▸ **Task prompt**: Your task is to return all of the records exactly, minus any images.
(Data supplied)
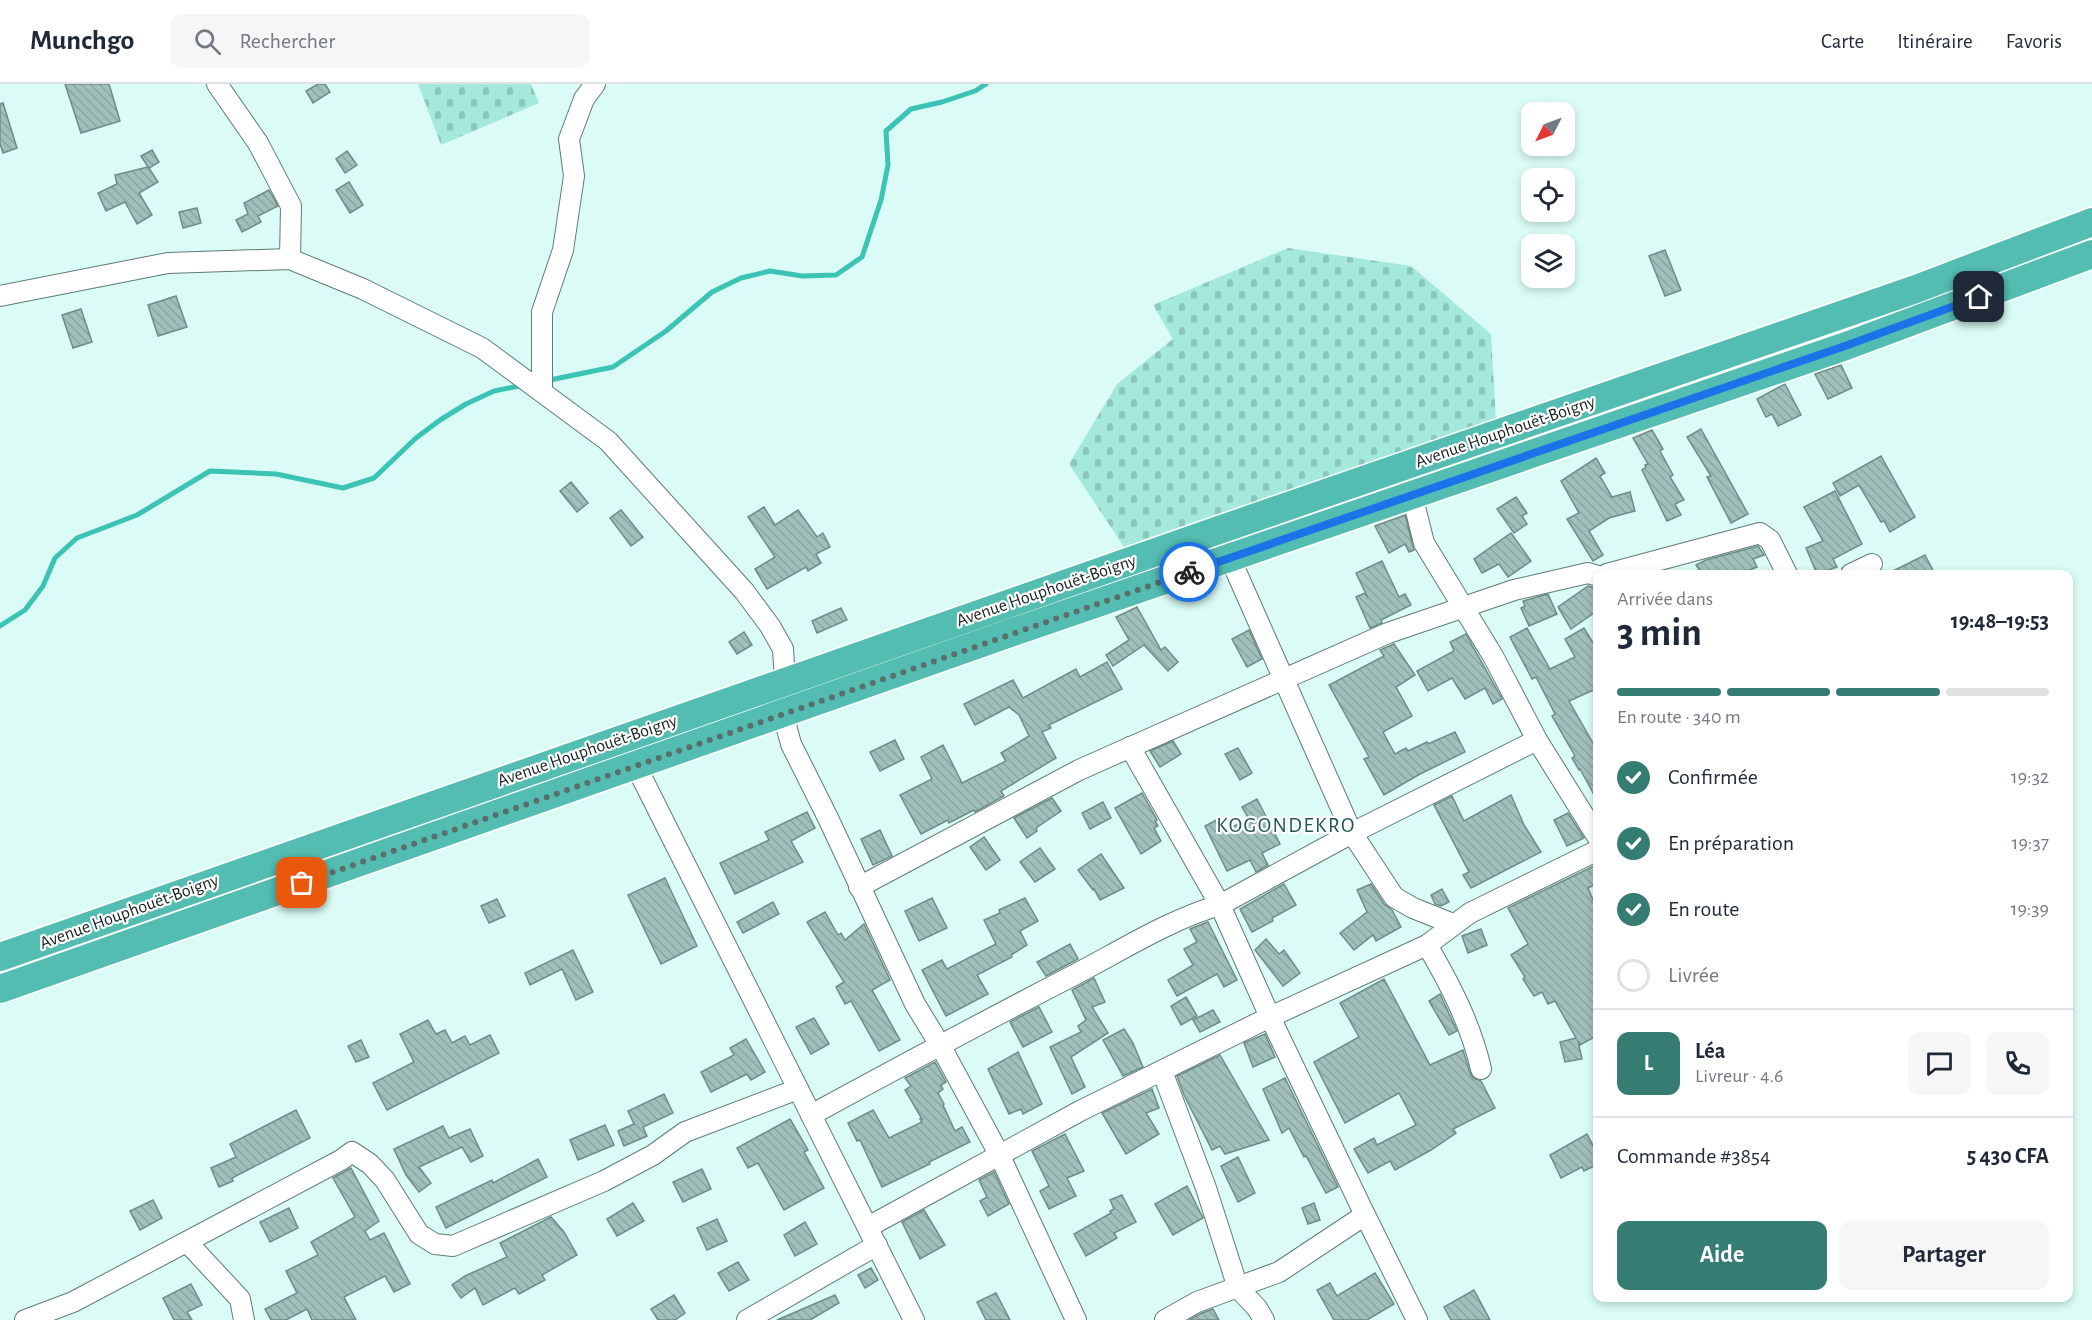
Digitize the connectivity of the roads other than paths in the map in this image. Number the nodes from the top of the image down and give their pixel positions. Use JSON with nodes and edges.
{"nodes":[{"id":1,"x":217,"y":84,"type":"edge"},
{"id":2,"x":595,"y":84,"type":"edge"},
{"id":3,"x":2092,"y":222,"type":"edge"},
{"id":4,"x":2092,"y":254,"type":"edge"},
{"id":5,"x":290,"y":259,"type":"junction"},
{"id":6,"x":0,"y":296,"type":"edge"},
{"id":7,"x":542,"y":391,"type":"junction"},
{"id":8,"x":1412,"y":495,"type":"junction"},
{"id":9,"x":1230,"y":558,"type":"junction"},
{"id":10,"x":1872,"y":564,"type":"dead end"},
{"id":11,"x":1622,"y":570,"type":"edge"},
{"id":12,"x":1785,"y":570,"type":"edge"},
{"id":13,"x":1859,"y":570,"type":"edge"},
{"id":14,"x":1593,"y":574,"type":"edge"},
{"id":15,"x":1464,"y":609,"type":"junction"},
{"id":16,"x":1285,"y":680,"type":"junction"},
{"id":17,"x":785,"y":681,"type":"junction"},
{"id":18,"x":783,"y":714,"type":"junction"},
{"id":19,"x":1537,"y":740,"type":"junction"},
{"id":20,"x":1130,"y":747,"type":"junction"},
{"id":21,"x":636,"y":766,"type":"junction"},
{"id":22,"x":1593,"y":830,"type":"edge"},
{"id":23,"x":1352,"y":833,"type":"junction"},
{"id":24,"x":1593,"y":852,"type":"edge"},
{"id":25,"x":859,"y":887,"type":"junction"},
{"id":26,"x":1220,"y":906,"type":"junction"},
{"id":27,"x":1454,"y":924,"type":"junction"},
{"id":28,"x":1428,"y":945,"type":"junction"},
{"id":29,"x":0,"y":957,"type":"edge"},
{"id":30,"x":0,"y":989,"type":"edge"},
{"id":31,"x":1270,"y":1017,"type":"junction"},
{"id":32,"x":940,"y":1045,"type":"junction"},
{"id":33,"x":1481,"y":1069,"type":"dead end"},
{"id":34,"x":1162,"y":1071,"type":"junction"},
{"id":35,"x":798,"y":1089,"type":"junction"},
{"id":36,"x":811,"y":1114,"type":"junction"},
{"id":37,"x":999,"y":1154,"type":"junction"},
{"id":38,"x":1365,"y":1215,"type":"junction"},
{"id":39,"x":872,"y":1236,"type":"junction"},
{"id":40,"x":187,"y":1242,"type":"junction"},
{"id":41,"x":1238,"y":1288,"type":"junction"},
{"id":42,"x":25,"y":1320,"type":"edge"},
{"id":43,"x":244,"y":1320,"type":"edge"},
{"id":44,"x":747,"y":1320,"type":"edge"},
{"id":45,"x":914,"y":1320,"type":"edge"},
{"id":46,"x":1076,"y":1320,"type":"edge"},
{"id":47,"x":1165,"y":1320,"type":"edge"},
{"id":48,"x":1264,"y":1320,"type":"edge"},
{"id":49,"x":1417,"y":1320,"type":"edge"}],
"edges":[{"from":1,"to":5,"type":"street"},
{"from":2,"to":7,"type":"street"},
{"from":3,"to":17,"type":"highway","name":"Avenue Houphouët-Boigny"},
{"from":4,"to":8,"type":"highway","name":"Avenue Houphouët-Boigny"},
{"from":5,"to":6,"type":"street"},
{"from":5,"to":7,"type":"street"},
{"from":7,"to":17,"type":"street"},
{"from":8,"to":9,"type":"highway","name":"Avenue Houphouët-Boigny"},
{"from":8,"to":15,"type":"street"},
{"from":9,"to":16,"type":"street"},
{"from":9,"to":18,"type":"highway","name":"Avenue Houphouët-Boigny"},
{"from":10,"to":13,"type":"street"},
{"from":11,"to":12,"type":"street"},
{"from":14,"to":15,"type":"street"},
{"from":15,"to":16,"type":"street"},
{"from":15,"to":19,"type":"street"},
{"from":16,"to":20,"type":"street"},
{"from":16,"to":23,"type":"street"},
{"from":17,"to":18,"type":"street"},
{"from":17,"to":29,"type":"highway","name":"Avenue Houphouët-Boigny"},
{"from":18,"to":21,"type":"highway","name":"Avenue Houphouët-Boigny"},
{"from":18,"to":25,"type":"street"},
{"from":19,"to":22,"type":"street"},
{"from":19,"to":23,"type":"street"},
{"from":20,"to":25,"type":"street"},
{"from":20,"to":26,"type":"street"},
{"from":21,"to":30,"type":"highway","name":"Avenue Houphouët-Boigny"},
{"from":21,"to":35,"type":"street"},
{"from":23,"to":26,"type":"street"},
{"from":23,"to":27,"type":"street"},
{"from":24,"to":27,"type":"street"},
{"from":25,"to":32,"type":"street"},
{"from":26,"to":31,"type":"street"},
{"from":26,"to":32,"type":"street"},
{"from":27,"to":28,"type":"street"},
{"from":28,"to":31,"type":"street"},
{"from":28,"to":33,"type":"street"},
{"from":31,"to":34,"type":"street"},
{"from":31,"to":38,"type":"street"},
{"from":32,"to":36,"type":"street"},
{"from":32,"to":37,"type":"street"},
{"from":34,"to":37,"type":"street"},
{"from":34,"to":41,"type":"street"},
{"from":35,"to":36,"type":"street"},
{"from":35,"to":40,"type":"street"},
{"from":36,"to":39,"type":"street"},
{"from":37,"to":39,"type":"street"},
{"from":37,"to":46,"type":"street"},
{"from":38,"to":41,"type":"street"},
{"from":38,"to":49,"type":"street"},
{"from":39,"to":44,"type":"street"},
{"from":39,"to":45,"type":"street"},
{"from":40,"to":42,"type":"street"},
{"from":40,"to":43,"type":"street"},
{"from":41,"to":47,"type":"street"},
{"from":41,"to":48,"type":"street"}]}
(End Data supplied)
▸ **Answer box**:
Digitize the connectivity of the roads other than paths in the map in this image. Number the nodes from the top of the image down and give their pixel positions. Use JSON with nodes and edges.
{"nodes":[{"id":1,"x":217,"y":84,"type":"edge"},
{"id":2,"x":595,"y":84,"type":"edge"},
{"id":3,"x":2092,"y":222,"type":"edge"},
{"id":4,"x":2092,"y":254,"type":"edge"},
{"id":5,"x":290,"y":259,"type":"junction"},
{"id":6,"x":0,"y":296,"type":"edge"},
{"id":7,"x":542,"y":391,"type":"junction"},
{"id":8,"x":1412,"y":495,"type":"junction"},
{"id":9,"x":1230,"y":558,"type":"junction"},
{"id":10,"x":1872,"y":564,"type":"dead end"},
{"id":11,"x":1622,"y":570,"type":"edge"},
{"id":12,"x":1785,"y":570,"type":"edge"},
{"id":13,"x":1859,"y":570,"type":"edge"},
{"id":14,"x":1593,"y":574,"type":"edge"},
{"id":15,"x":1464,"y":609,"type":"junction"},
{"id":16,"x":1285,"y":680,"type":"junction"},
{"id":17,"x":785,"y":681,"type":"junction"},
{"id":18,"x":783,"y":714,"type":"junction"},
{"id":19,"x":1537,"y":740,"type":"junction"},
{"id":20,"x":1130,"y":747,"type":"junction"},
{"id":21,"x":636,"y":766,"type":"junction"},
{"id":22,"x":1593,"y":830,"type":"edge"},
{"id":23,"x":1352,"y":833,"type":"junction"},
{"id":24,"x":1593,"y":852,"type":"edge"},
{"id":25,"x":859,"y":887,"type":"junction"},
{"id":26,"x":1220,"y":906,"type":"junction"},
{"id":27,"x":1454,"y":924,"type":"junction"},
{"id":28,"x":1428,"y":945,"type":"junction"},
{"id":29,"x":0,"y":957,"type":"edge"},
{"id":30,"x":0,"y":989,"type":"edge"},
{"id":31,"x":1270,"y":1017,"type":"junction"},
{"id":32,"x":940,"y":1045,"type":"junction"},
{"id":33,"x":1481,"y":1069,"type":"dead end"},
{"id":34,"x":1162,"y":1071,"type":"junction"},
{"id":35,"x":798,"y":1089,"type":"junction"},
{"id":36,"x":811,"y":1114,"type":"junction"},
{"id":37,"x":999,"y":1154,"type":"junction"},
{"id":38,"x":1365,"y":1215,"type":"junction"},
{"id":39,"x":872,"y":1236,"type":"junction"},
{"id":40,"x":187,"y":1242,"type":"junction"},
{"id":41,"x":1238,"y":1288,"type":"junction"},
{"id":42,"x":25,"y":1320,"type":"edge"},
{"id":43,"x":244,"y":1320,"type":"edge"},
{"id":44,"x":747,"y":1320,"type":"edge"},
{"id":45,"x":914,"y":1320,"type":"edge"},
{"id":46,"x":1076,"y":1320,"type":"edge"},
{"id":47,"x":1165,"y":1320,"type":"edge"},
{"id":48,"x":1264,"y":1320,"type":"edge"},
{"id":49,"x":1417,"y":1320,"type":"edge"}],
"edges":[{"from":1,"to":5,"type":"street"},
{"from":2,"to":7,"type":"street"},
{"from":3,"to":17,"type":"highway","name":"Avenue Houphouët-Boigny"},
{"from":4,"to":8,"type":"highway","name":"Avenue Houphouët-Boigny"},
{"from":5,"to":6,"type":"street"},
{"from":5,"to":7,"type":"street"},
{"from":7,"to":17,"type":"street"},
{"from":8,"to":9,"type":"highway","name":"Avenue Houphouët-Boigny"},
{"from":8,"to":15,"type":"street"},
{"from":9,"to":16,"type":"street"},
{"from":9,"to":18,"type":"highway","name":"Avenue Houphouët-Boigny"},
{"from":10,"to":13,"type":"street"},
{"from":11,"to":12,"type":"street"},
{"from":14,"to":15,"type":"street"},
{"from":15,"to":16,"type":"street"},
{"from":15,"to":19,"type":"street"},
{"from":16,"to":20,"type":"street"},
{"from":16,"to":23,"type":"street"},
{"from":17,"to":18,"type":"street"},
{"from":17,"to":29,"type":"highway","name":"Avenue Houphouët-Boigny"},
{"from":18,"to":21,"type":"highway","name":"Avenue Houphouët-Boigny"},
{"from":18,"to":25,"type":"street"},
{"from":19,"to":22,"type":"street"},
{"from":19,"to":23,"type":"street"},
{"from":20,"to":25,"type":"street"},
{"from":20,"to":26,"type":"street"},
{"from":21,"to":30,"type":"highway","name":"Avenue Houphouët-Boigny"},
{"from":21,"to":35,"type":"street"},
{"from":23,"to":26,"type":"street"},
{"from":23,"to":27,"type":"street"},
{"from":24,"to":27,"type":"street"},
{"from":25,"to":32,"type":"street"},
{"from":26,"to":31,"type":"street"},
{"from":26,"to":32,"type":"street"},
{"from":27,"to":28,"type":"street"},
{"from":28,"to":31,"type":"street"},
{"from":28,"to":33,"type":"street"},
{"from":31,"to":34,"type":"street"},
{"from":31,"to":38,"type":"street"},
{"from":32,"to":36,"type":"street"},
{"from":32,"to":37,"type":"street"},
{"from":34,"to":37,"type":"street"},
{"from":34,"to":41,"type":"street"},
{"from":35,"to":36,"type":"street"},
{"from":35,"to":40,"type":"street"},
{"from":36,"to":39,"type":"street"},
{"from":37,"to":39,"type":"street"},
{"from":37,"to":46,"type":"street"},
{"from":38,"to":41,"type":"street"},
{"from":38,"to":49,"type":"street"},
{"from":39,"to":44,"type":"street"},
{"from":39,"to":45,"type":"street"},
{"from":40,"to":42,"type":"street"},
{"from":40,"to":43,"type":"street"},
{"from":41,"to":47,"type":"street"},
{"from":41,"to":48,"type":"street"}]}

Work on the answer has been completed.